══ Given data
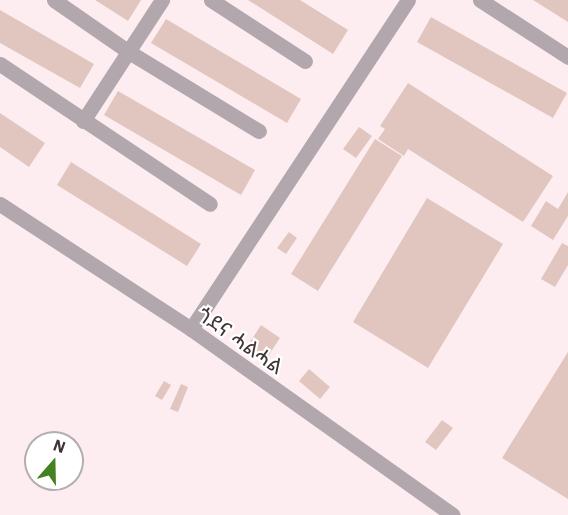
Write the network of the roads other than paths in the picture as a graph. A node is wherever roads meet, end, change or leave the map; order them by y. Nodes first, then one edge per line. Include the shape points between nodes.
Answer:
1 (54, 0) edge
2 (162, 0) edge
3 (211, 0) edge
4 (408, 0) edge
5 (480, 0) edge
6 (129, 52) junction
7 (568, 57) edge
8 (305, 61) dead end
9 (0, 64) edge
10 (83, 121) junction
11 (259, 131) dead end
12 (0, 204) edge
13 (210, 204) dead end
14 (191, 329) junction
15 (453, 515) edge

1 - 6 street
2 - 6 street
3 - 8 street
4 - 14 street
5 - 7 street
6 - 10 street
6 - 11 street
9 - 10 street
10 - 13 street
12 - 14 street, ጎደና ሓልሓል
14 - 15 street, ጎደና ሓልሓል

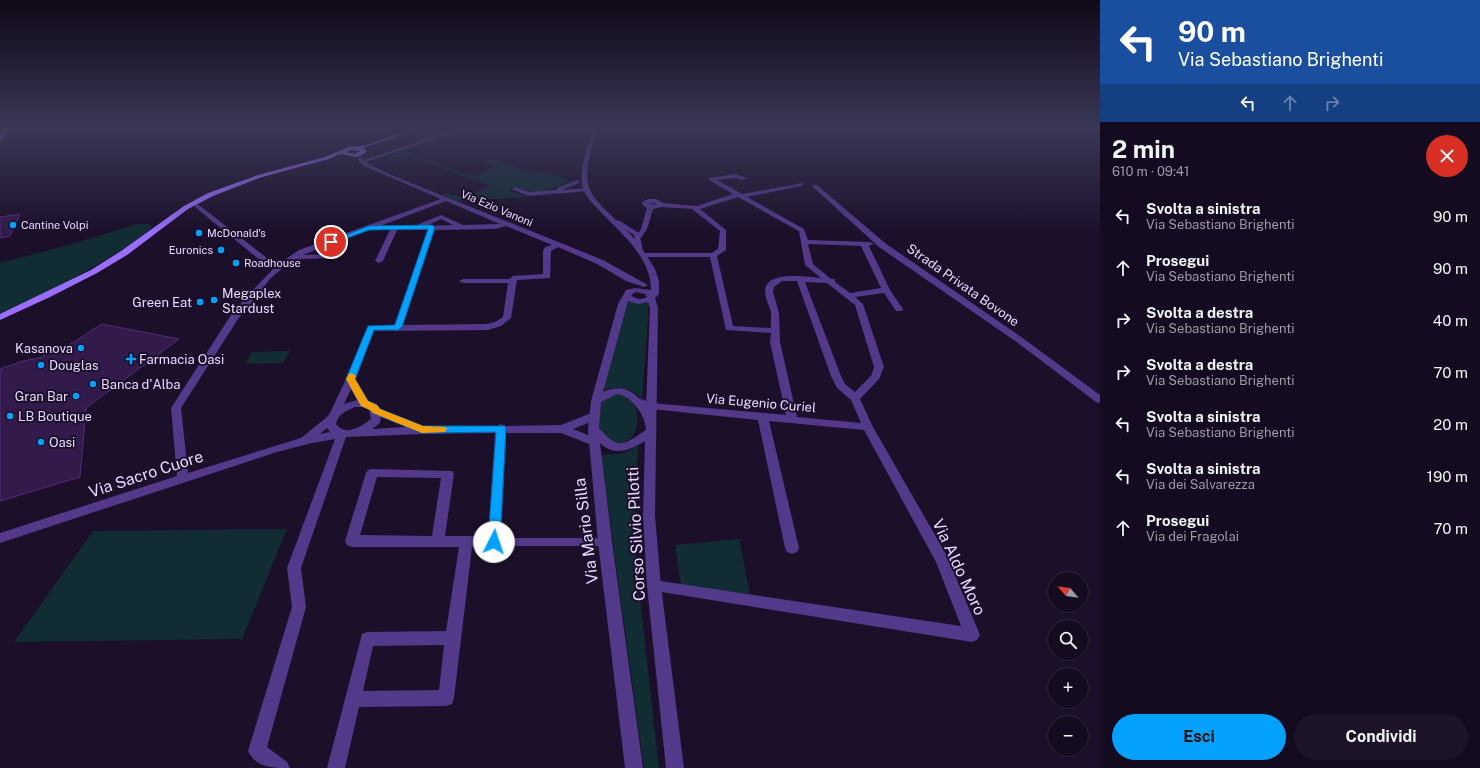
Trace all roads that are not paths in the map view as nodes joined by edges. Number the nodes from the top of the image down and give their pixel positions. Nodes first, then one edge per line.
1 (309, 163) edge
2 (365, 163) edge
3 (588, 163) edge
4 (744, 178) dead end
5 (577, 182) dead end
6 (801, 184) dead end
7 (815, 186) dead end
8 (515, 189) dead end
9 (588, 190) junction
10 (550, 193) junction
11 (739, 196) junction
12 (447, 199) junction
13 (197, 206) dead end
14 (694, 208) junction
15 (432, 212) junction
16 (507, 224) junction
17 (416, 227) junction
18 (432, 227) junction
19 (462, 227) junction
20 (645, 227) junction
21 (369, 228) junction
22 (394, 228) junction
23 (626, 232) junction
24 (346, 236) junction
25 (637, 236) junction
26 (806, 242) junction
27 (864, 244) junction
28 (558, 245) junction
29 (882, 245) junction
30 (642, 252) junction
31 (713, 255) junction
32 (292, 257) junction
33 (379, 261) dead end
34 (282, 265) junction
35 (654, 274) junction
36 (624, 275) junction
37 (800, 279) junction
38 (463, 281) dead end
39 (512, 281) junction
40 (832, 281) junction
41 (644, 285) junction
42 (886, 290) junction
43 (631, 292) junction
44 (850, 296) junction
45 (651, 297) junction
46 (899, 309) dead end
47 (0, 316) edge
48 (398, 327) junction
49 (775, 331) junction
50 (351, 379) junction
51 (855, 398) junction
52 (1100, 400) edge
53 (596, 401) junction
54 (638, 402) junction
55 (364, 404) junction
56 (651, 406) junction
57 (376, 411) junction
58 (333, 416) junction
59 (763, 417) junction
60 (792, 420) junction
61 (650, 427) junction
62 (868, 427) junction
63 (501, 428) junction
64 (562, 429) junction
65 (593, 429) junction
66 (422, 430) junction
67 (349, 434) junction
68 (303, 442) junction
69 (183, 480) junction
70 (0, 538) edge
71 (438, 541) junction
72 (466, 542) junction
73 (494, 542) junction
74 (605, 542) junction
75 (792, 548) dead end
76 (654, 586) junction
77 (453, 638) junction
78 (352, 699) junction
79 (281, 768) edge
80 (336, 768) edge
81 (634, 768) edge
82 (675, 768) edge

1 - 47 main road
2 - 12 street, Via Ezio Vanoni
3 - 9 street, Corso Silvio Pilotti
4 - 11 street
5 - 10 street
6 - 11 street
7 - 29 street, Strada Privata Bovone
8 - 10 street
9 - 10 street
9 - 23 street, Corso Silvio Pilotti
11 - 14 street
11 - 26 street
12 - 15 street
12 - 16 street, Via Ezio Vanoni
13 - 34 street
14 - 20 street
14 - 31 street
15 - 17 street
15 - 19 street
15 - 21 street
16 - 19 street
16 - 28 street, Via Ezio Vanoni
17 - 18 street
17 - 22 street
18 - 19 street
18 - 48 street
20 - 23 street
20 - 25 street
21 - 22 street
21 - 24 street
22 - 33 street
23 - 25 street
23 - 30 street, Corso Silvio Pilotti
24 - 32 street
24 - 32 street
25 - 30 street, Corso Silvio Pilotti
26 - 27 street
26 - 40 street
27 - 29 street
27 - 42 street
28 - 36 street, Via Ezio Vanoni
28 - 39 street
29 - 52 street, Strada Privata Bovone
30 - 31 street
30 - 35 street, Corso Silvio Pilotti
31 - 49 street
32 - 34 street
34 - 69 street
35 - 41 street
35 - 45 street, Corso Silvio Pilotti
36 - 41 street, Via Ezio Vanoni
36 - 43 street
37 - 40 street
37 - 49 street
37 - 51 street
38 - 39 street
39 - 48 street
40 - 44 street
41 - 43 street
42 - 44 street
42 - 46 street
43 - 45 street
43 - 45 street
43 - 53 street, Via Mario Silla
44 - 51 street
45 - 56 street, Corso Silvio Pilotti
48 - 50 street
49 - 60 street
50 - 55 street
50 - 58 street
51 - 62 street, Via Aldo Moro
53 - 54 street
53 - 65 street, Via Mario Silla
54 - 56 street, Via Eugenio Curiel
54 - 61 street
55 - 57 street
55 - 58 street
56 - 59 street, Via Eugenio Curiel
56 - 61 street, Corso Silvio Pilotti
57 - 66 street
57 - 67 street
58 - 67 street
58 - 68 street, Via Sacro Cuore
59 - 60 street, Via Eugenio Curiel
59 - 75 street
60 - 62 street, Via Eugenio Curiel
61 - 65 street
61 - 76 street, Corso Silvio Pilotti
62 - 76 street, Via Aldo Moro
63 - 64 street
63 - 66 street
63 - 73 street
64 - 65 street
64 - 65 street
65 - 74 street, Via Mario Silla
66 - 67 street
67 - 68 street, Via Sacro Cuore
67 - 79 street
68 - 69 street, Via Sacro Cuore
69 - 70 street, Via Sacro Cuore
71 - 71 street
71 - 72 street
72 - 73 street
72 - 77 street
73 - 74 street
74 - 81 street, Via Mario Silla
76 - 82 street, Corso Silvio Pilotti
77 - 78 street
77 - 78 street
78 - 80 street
════
══ Given data
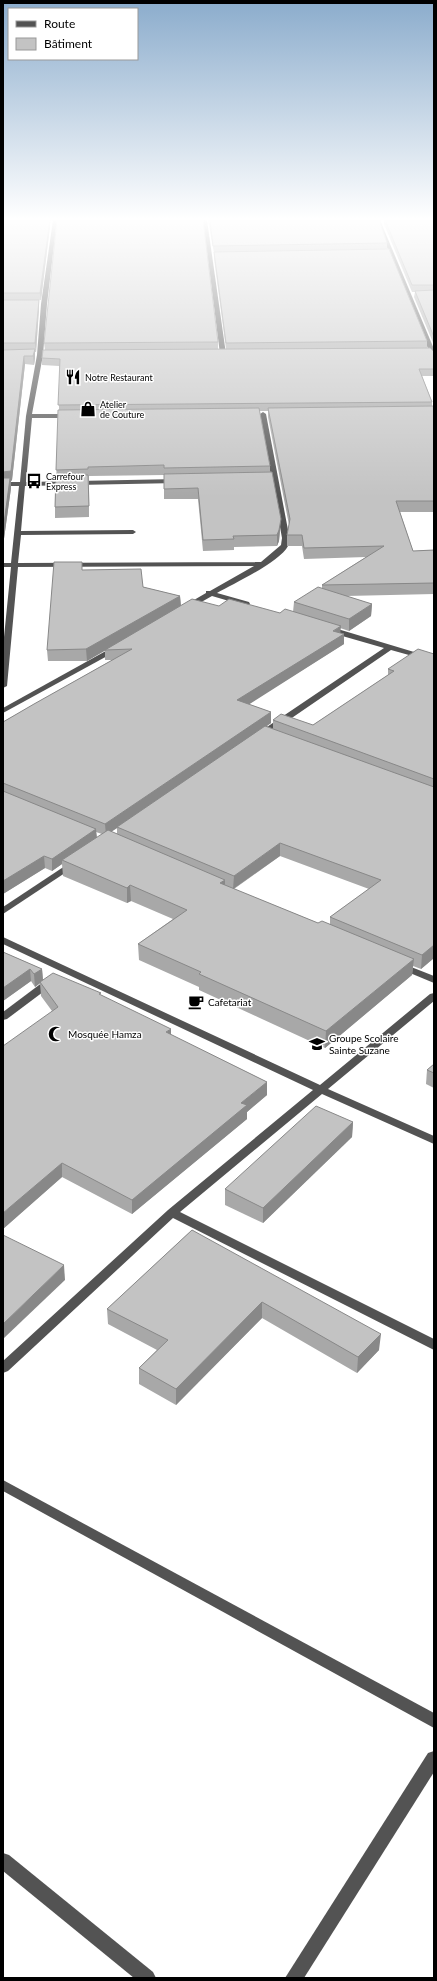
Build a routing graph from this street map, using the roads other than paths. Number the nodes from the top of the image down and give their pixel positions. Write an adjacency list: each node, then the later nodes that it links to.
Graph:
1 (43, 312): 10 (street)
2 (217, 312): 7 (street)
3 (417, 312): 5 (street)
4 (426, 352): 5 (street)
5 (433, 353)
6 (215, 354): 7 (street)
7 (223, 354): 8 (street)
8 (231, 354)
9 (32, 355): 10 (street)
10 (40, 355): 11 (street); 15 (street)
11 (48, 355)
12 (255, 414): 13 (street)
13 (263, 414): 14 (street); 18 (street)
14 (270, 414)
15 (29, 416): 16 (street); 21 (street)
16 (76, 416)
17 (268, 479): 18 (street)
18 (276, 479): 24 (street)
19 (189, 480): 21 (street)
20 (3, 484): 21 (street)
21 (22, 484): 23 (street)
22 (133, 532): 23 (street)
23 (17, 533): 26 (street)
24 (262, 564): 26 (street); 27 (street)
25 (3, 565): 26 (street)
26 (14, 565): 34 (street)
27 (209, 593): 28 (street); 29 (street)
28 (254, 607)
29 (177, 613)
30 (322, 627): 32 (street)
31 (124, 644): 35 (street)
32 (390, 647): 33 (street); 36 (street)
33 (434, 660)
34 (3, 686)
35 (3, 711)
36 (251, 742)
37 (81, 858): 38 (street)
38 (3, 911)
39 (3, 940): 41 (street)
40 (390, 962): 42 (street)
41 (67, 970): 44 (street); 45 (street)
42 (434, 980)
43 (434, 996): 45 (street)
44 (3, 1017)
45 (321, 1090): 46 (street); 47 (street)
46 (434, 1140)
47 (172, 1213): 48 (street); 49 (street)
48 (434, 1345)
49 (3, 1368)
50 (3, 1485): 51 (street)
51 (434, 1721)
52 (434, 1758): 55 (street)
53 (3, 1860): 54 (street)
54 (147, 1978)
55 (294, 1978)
════
══ Given data
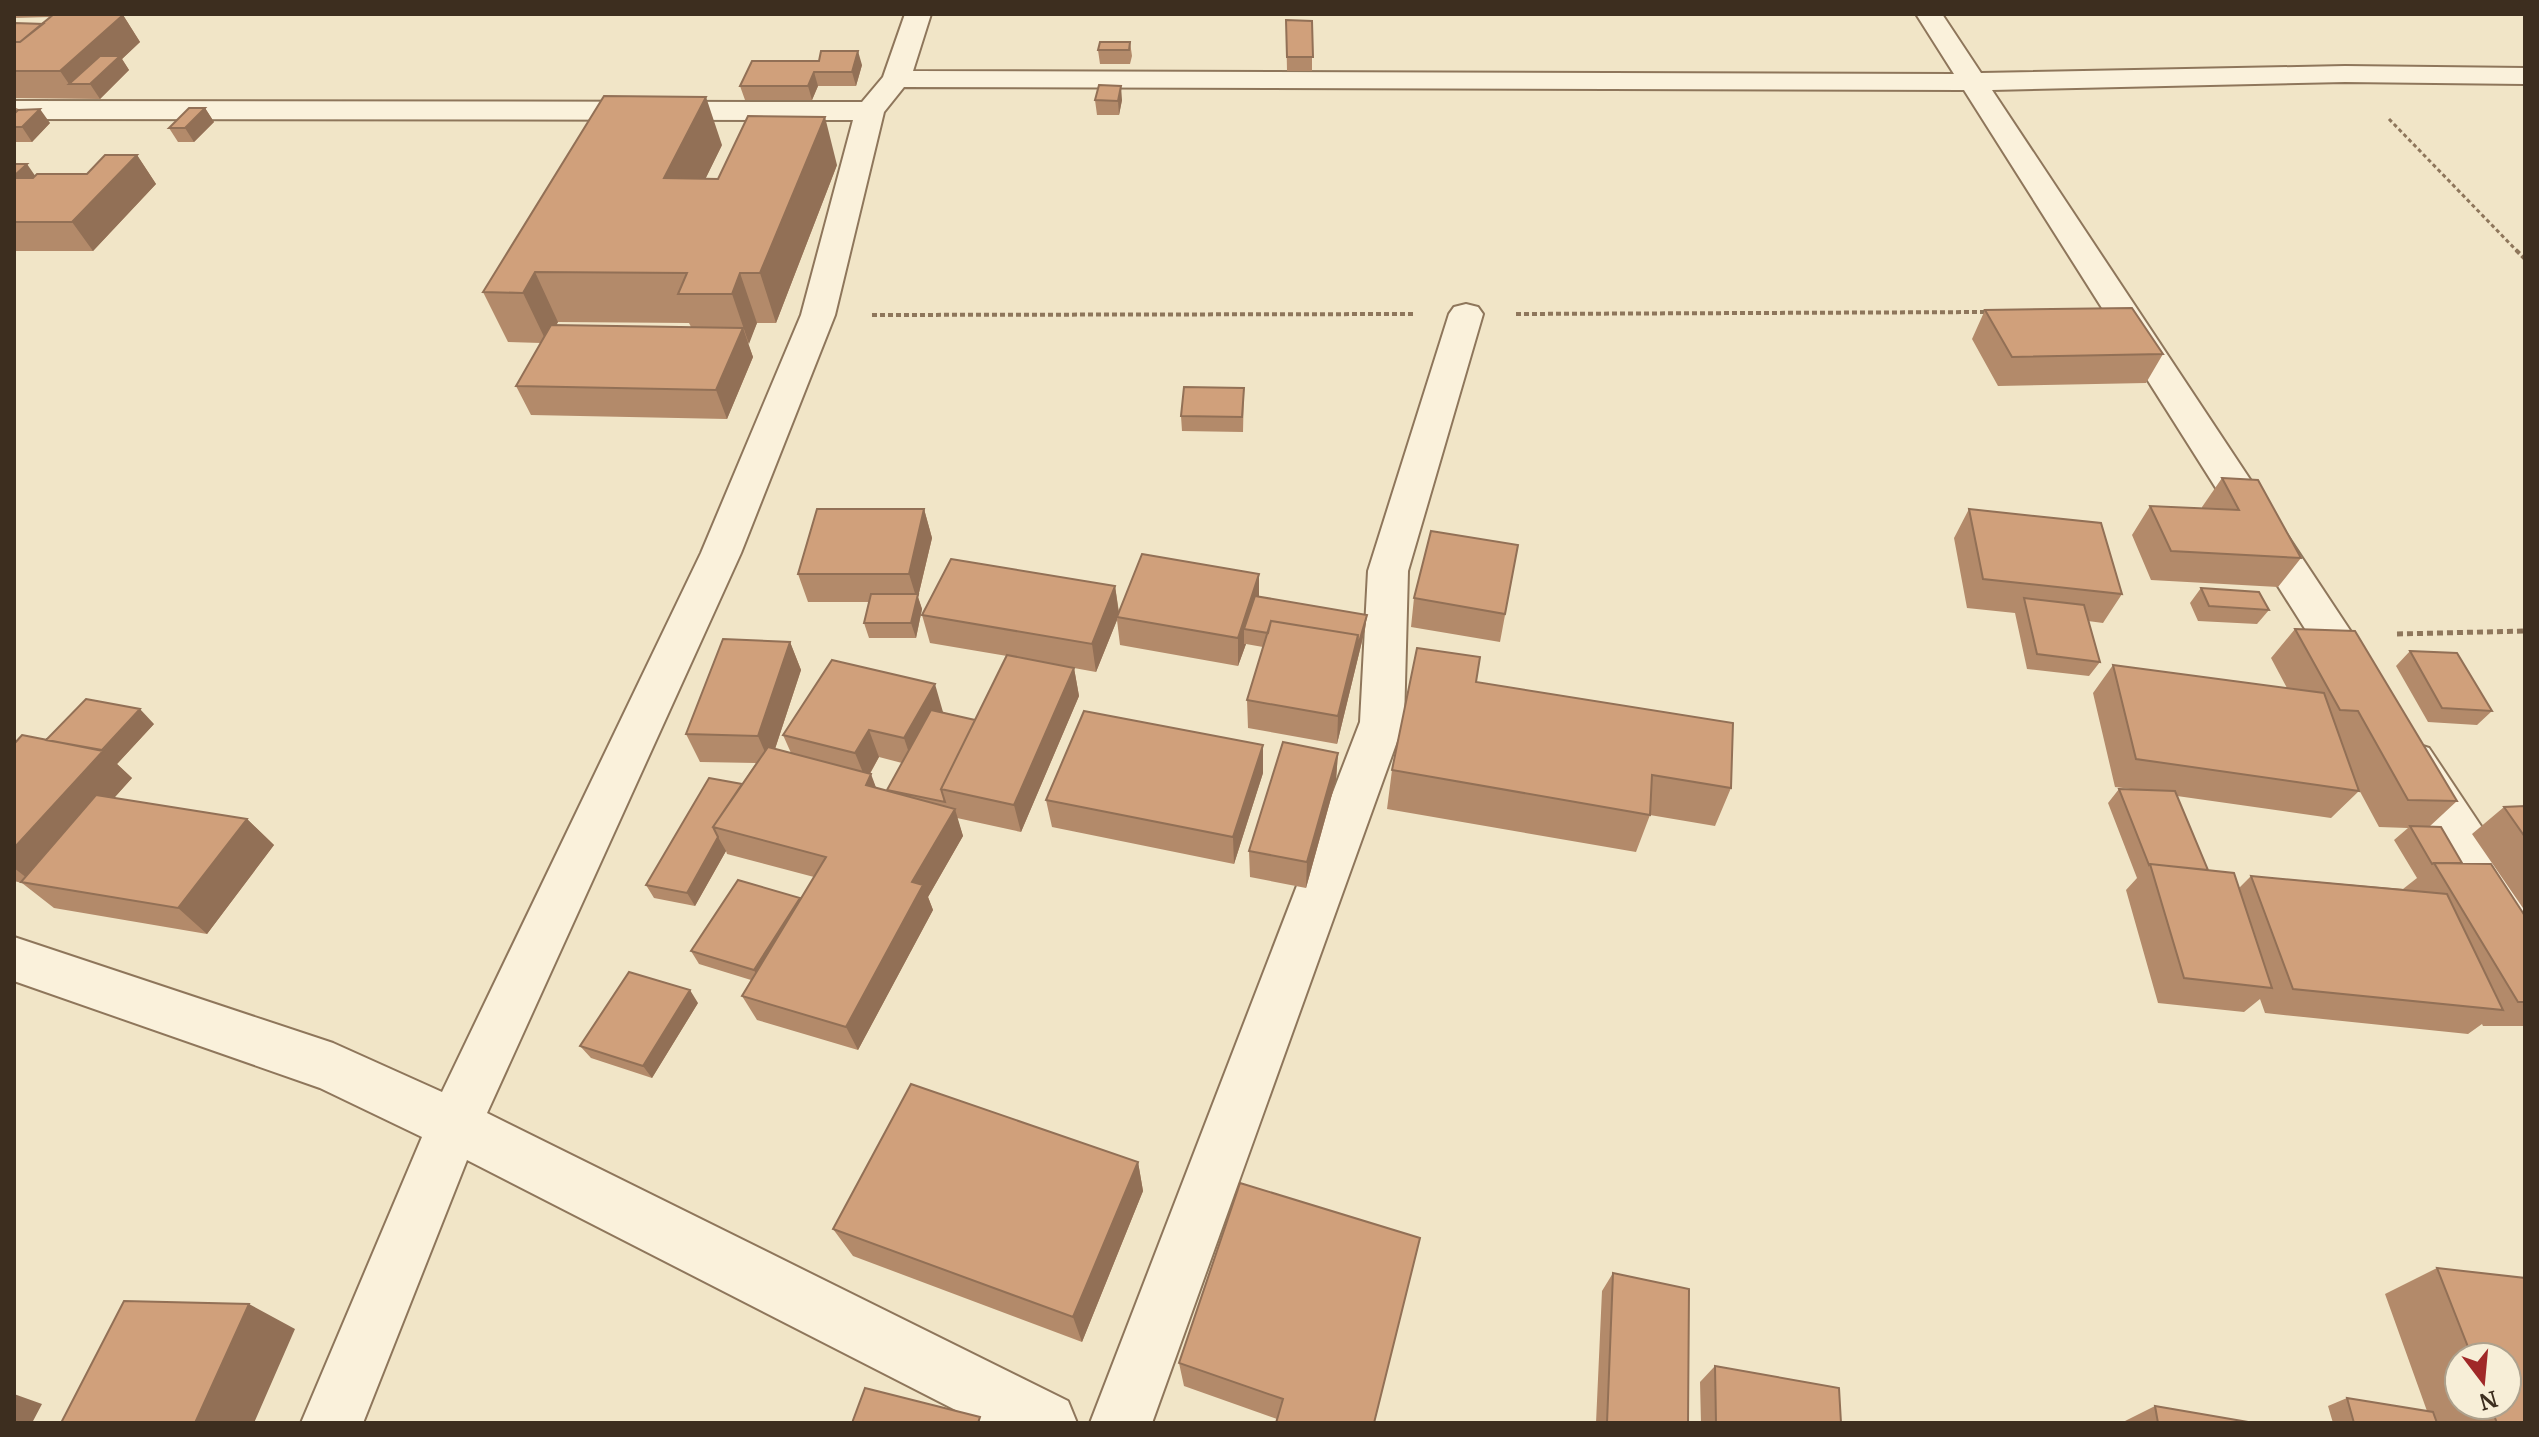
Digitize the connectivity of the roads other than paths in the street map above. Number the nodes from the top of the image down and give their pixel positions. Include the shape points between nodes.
════
Your goal: When a line in the data above contains the string "Write", copy that line.

Result:
Write the network of the roads other than paths in the picture as a graph. A node is wherever roads meet, end, change or leave the map; order them by y. Nodes first, then one edge per line. Include the shape points between nodes.
Build a routing graph from this street map, using the roads other than paths. Number the nodes from the top of the image down and give their pixel positions. Write an adjacency list: each node, then the later nodes that it links to.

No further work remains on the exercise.